• I found out fairly early on that Death does not actually go around in a hooded black robe. Nor does he tend to lurk around every corner or in dark alleys or the cold bottom of the ocean or anywhere else you would expect Death to lurk. He doesn't ride a whit horse, which I found sort of disappointing. I was expecting a lot from Death, and I found Death to be somewhat lacking.

    For starters, Death's wardrobe isn't all doom and gloom and enormous black cowls like a KKK member that's had a horrific laundry accident. Death prefers argyle sweater vests like my uncle George used to wear, white shirts with crisp collars, and for some weird reason skinny jeans.

    Second, Death would rather approach you on a well-lit street for a polite hello and an invitation to coffee. He finds dark alleys to old fashioned and lurking around corners makes him feel like a stalker, or so he claims. He's been slapped more than once for his trouble but it hardly seems to faze him. Death is nothing if a gentleman, and a persistent one at that.

    Thirdly and perhaps more bothersome than being asked to coffee by Death, is his distinct lack of equine transportation.

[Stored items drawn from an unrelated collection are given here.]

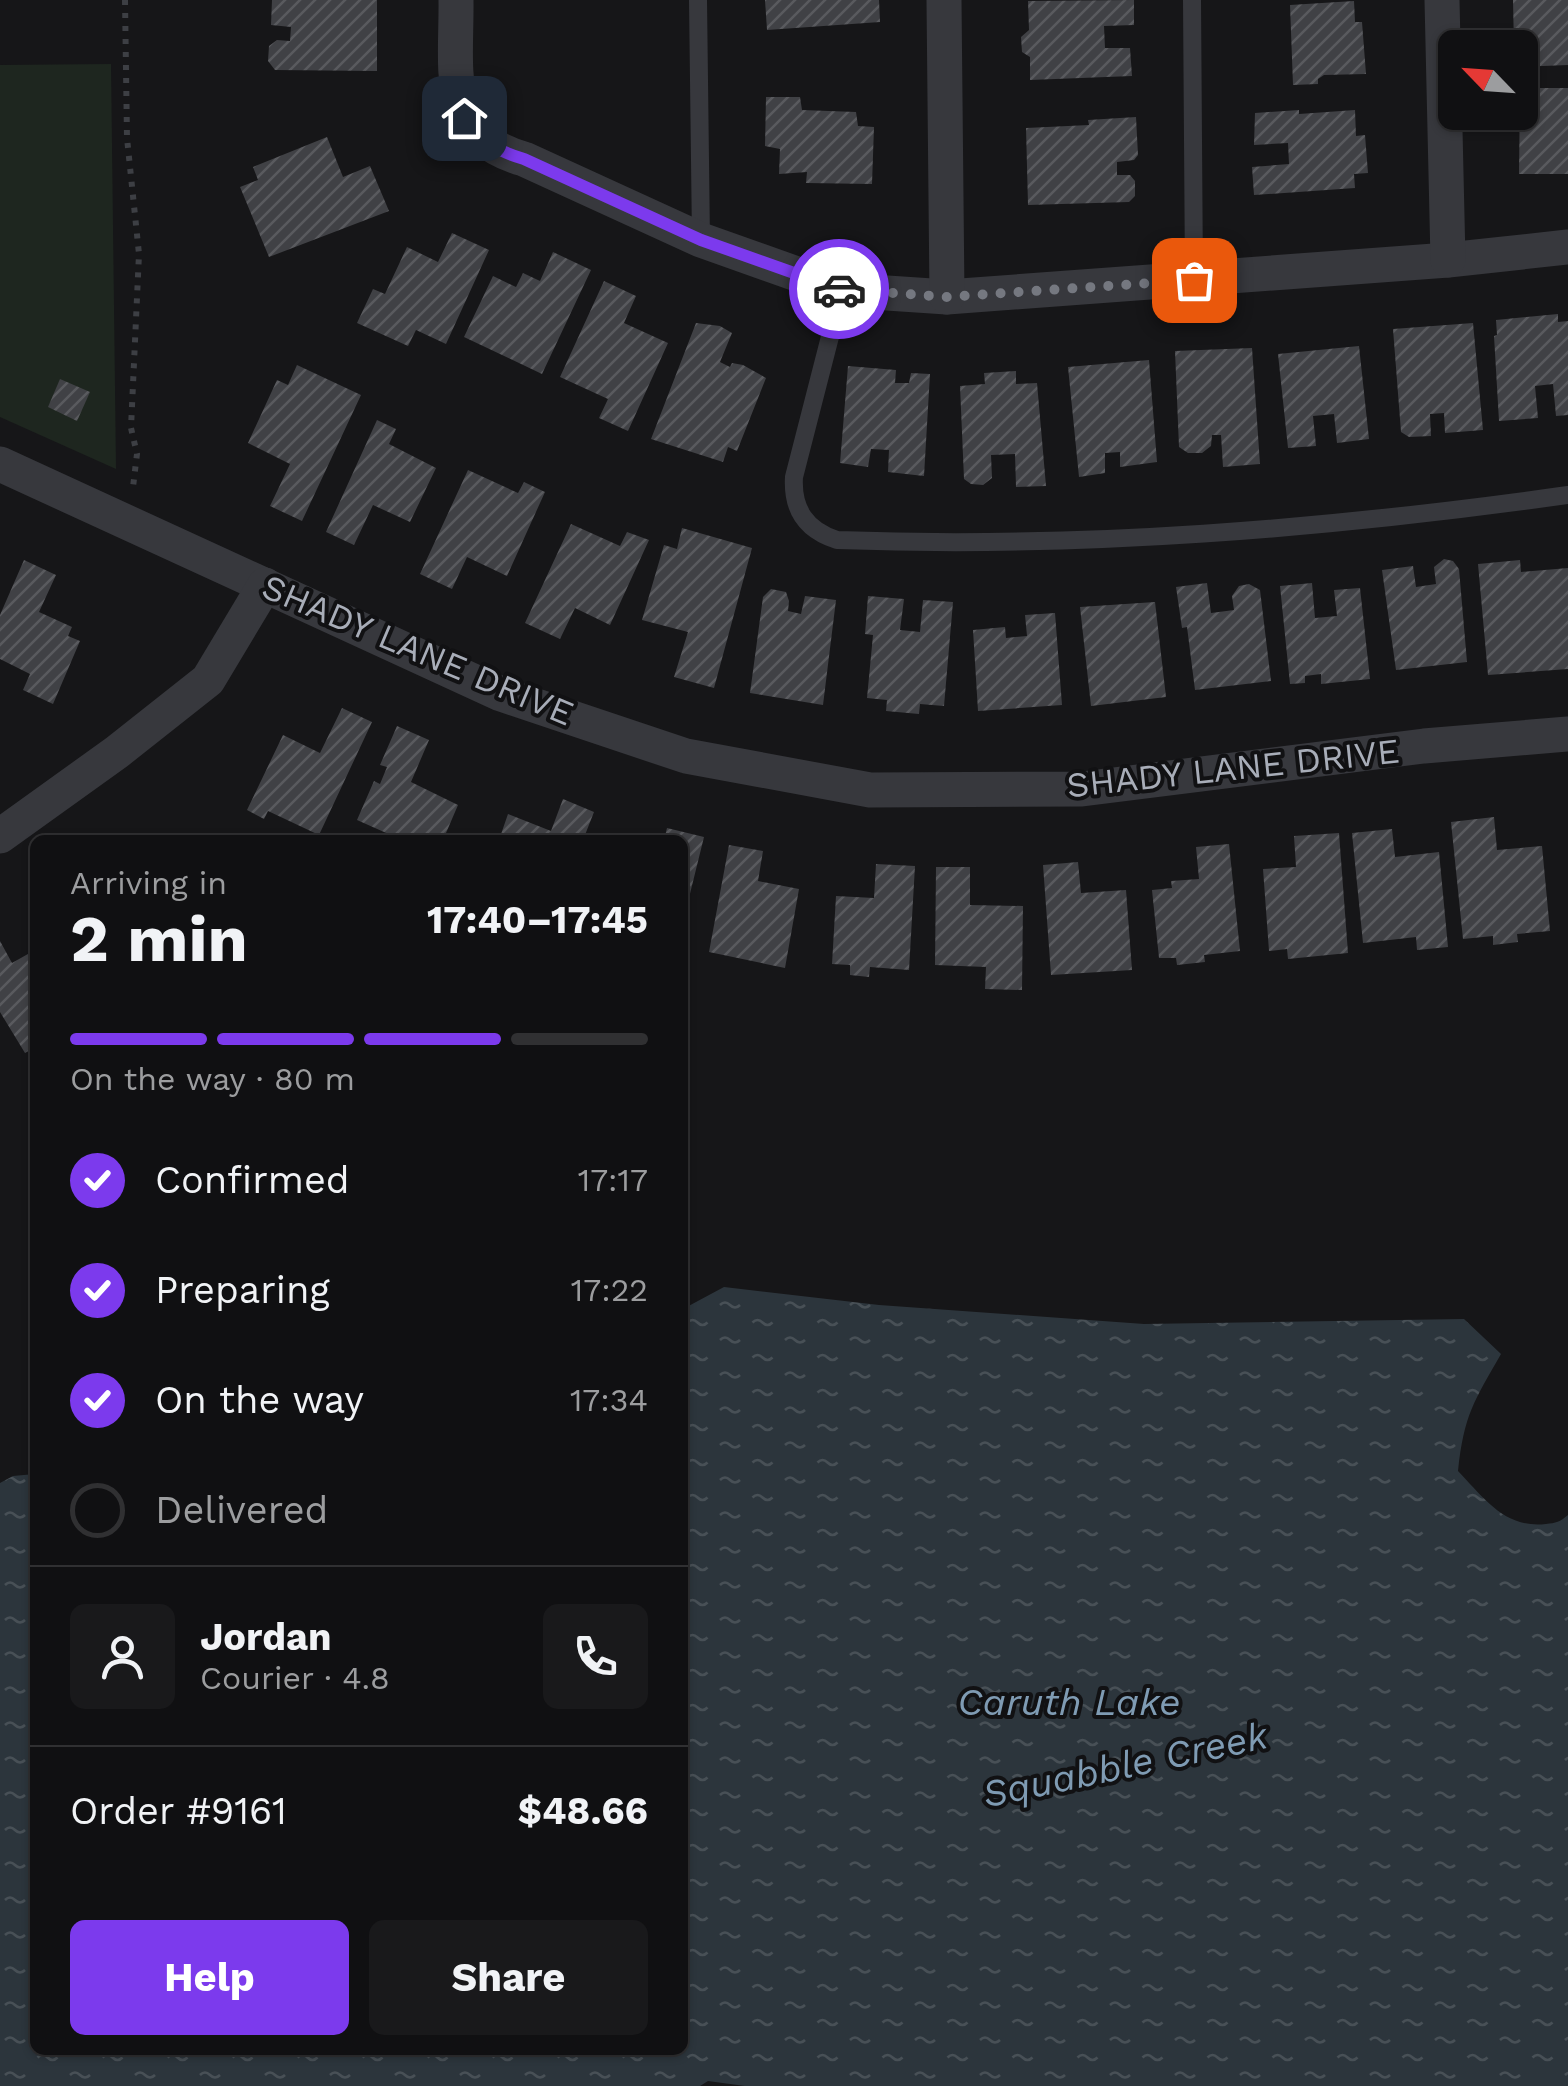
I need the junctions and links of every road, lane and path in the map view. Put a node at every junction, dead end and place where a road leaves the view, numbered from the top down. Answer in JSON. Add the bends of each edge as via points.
{"nodes":[{"id":1,"x":125,"y":0,"type":"edge"},
{"id":2,"x":456,"y":0,"type":"edge"},
{"id":3,"x":698,"y":0,"type":"edge"},
{"id":4,"x":944,"y":0,"type":"edge"},
{"id":5,"x":1192,"y":0,"type":"edge"},
{"id":6,"x":1442,"y":0,"type":"edge"},
{"id":7,"x":701,"y":240,"type":"junction"},
{"id":8,"x":1568,"y":247,"type":"edge"},
{"id":9,"x":1448,"y":260,"type":"junction"},
{"id":10,"x":1194,"y":280,"type":"junction"},
{"id":11,"x":842,"y":290,"type":"junction"},
{"id":12,"x":947,"y":297,"type":"junction"},
{"id":13,"x":0,"y":464,"type":"edge"},
{"id":14,"x":1568,"y":494,"type":"edge"},
{"id":15,"x":120,"y":519,"type":"junction"},
{"id":16,"x":265,"y":585,"type":"junction"},
{"id":17,"x":1568,"y":734,"type":"edge"},
{"id":18,"x":0,"y":836,"type":"edge"}],
"edges":[{"from":1,"to":15,"type":"path","via":[[127,138],[139,254],[131,428],[138,454]]},
{"from":2,"to":7,"type":"street","via":[[456,94],[480,138]]},
{"from":3,"to":7,"type":"lane"},
{"from":4,"to":12,"type":"street"},
{"from":5,"to":10,"type":"lane"},
{"from":6,"to":9,"type":"street"},
{"from":7,"to":11,"type":"street"},
{"from":8,"to":9,"type":"street"},
{"from":9,"to":10,"type":"street"},
{"from":10,"to":12,"type":"street"},
{"from":11,"to":12,"type":"street"},
{"from":11,"to":14,"type":"lane","via":[[793,494],[808,524],[837,540],[1063,543],[1412,517]]},
{"from":13,"to":15,"type":"street","name":"SHADY LANE DRIVE"},
{"from":15,"to":16,"type":"street","name":"SHADY LANE DRIVE"},
{"from":16,"to":17,"type":"street","name":"SHADY LANE DRIVE","via":[[501,694],[686,756],[870,790],[1082,789]]},
{"from":16,"to":18,"type":"street","via":[[208,680]]}]}
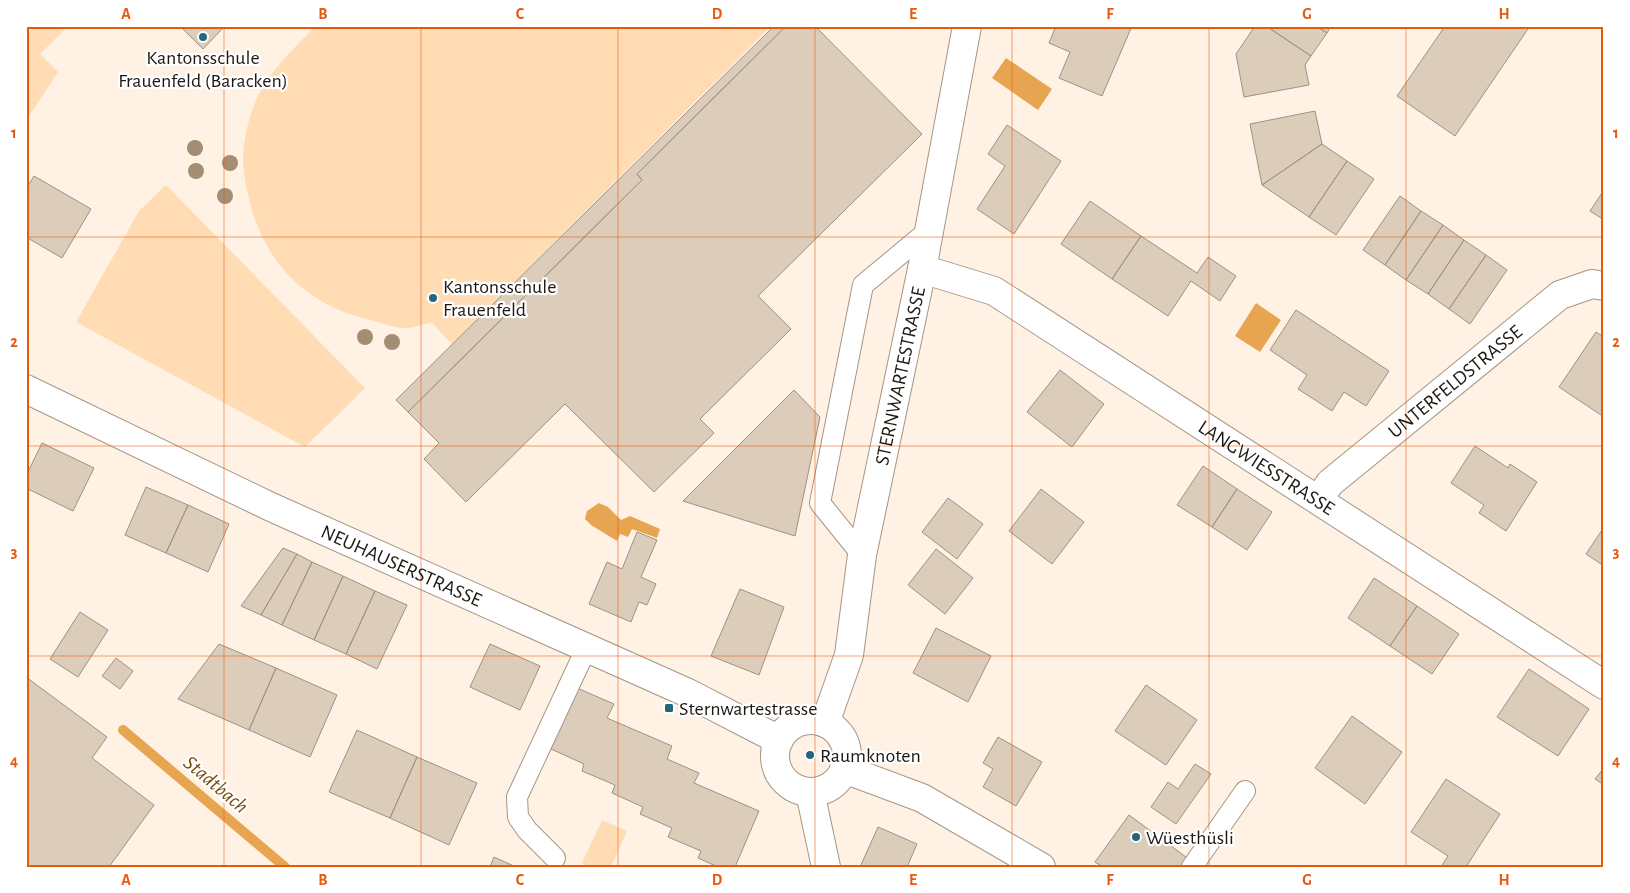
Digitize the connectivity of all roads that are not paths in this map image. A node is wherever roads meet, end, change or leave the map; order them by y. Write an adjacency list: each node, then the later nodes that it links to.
1 (967, 26): 2 (street, STERNWARTESTRASSE)
2 (928, 231): 3 (street, STERNWARTESTRASSE); 7 (lane)
3 (922, 269): 6 (street, LANGWIESSTRASSE); 7 (street, STERNWARTESTRASSE)
4 (1604, 286): 6 (street, UNTERFELDSTRASSE)
5 (26, 389): 8 (street, NEUHAUSERSTRASSE)
6 (1318, 500): 9 (street, LANGWIESSTRASSE)
7 (862, 555): 10 (street, STERNWARTESTRASSE)
8 (587, 647): 11 (street, NEUHAUSERSTRASSE); 15 (lane)
9 (1604, 685)
10 (825, 723): 11 (street); 12 (street)
11 (778, 740): 14 (street)
12 (844, 769): 14 (street); 17 (street)
13 (1245, 791): 18 (lane)
14 (810, 792): 16 (street)
15 (555, 858)
16 (826, 867)
17 (1041, 867)
18 (1192, 867)

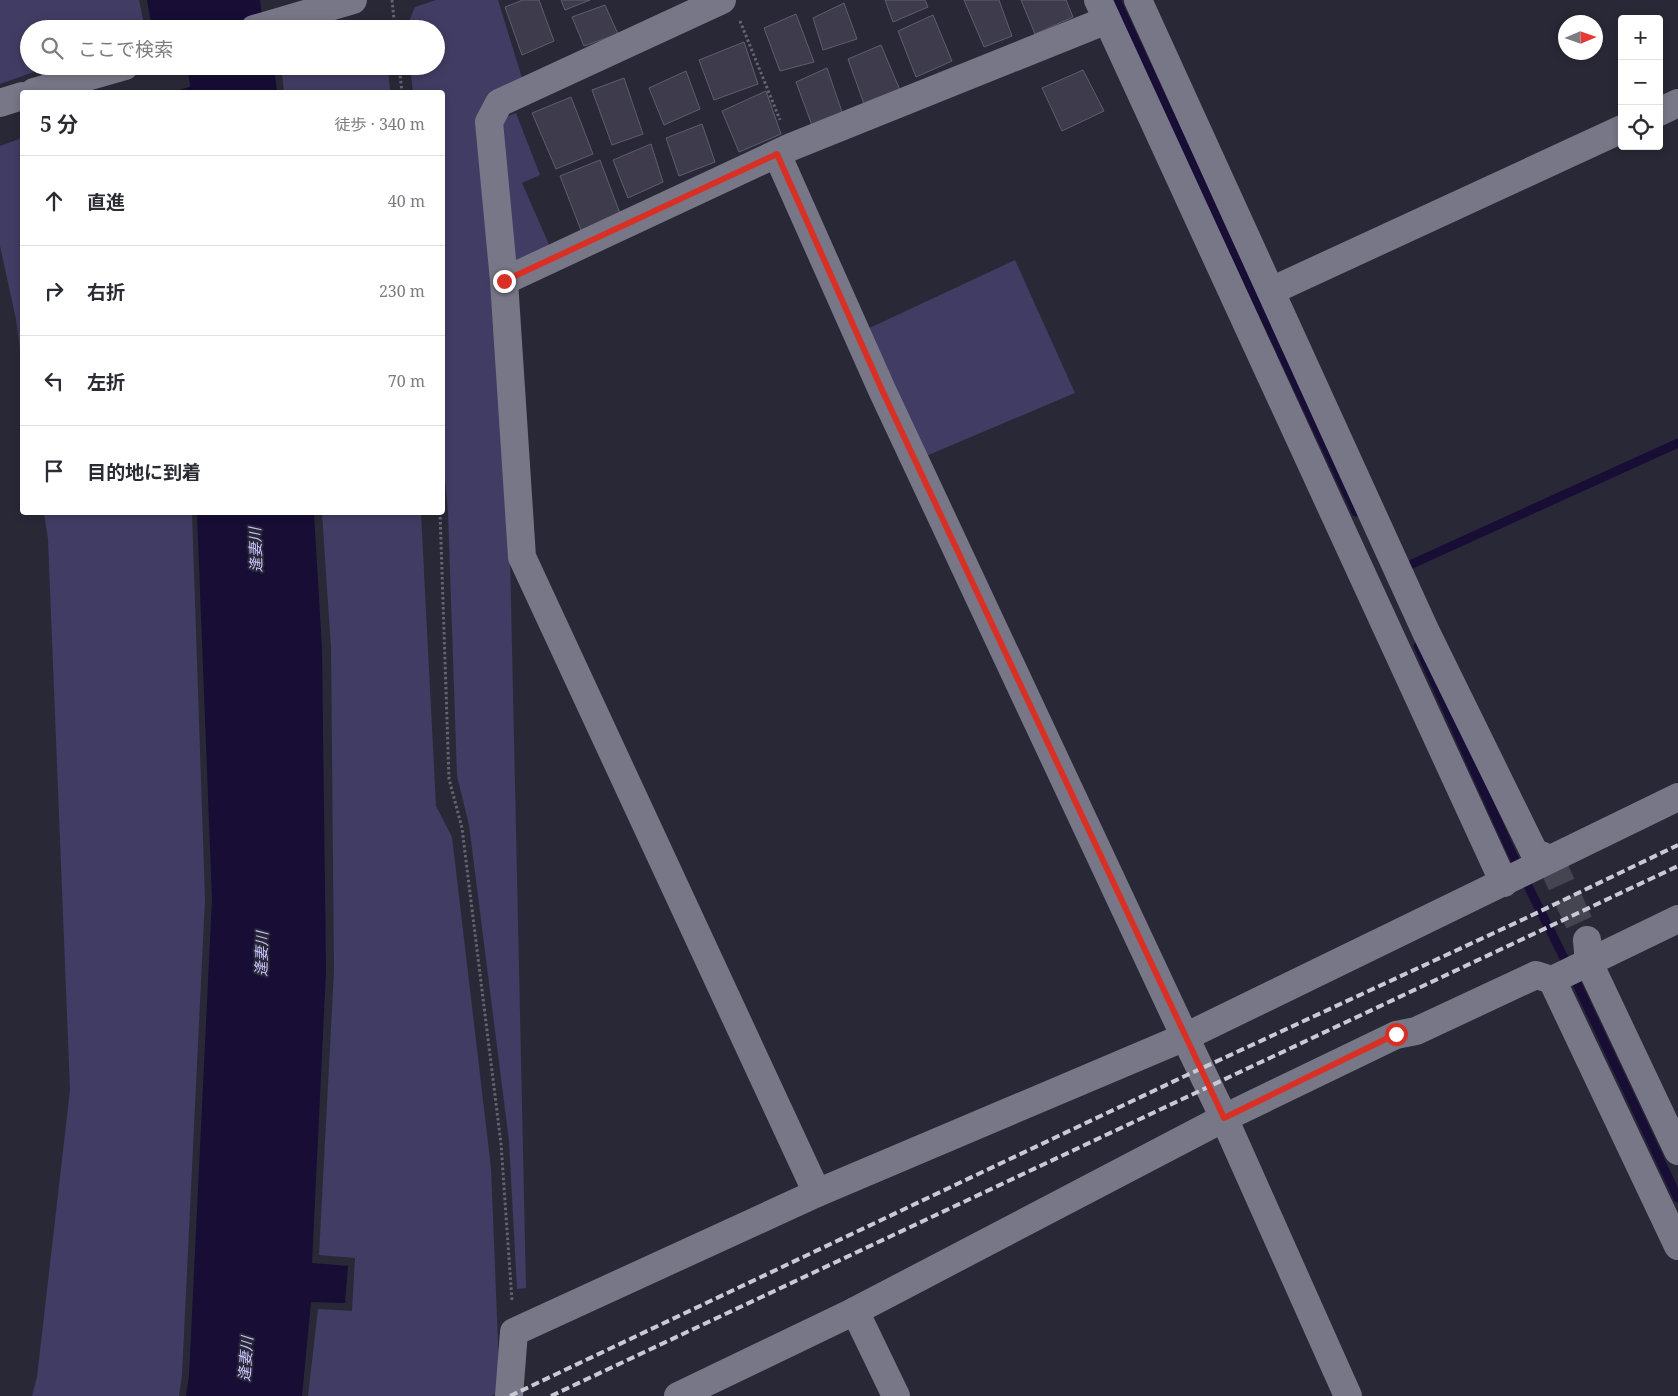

I grew up thinking Death rode a white horse. That was just how the stories went, every single one that my mom told me had Death riding a white horse. As it turns out white horses are impractical and Death would much rather take the city bus. At least, that's what Death tells me when I try to get him to talk about it. I'm not so convinced.

    Most of these things are things Death has told me himself. For one of the Four Horseman of the Apocalypse Death is surprisingly forthcoming. However, I also happen to know without him telling me that:
    - Death drinks coconut soy lattes /with/ cinnamon and God help you if they're not soy.
    - Death does laundry on /Tuesdays/ and picks up his dry cleaning on /Wednesdays/.
    - Death carries a black and orange duct tape wallet.
    - Death reads Cosmo when he's standing in line at the supermarket on Friday nights.
    - Death likes the smell of sandalwood and vanilla candles, and
    - Death happens to be terrible at calculus. Turns out that's just not something you need to know to be an apocalyptic herald. Who knew.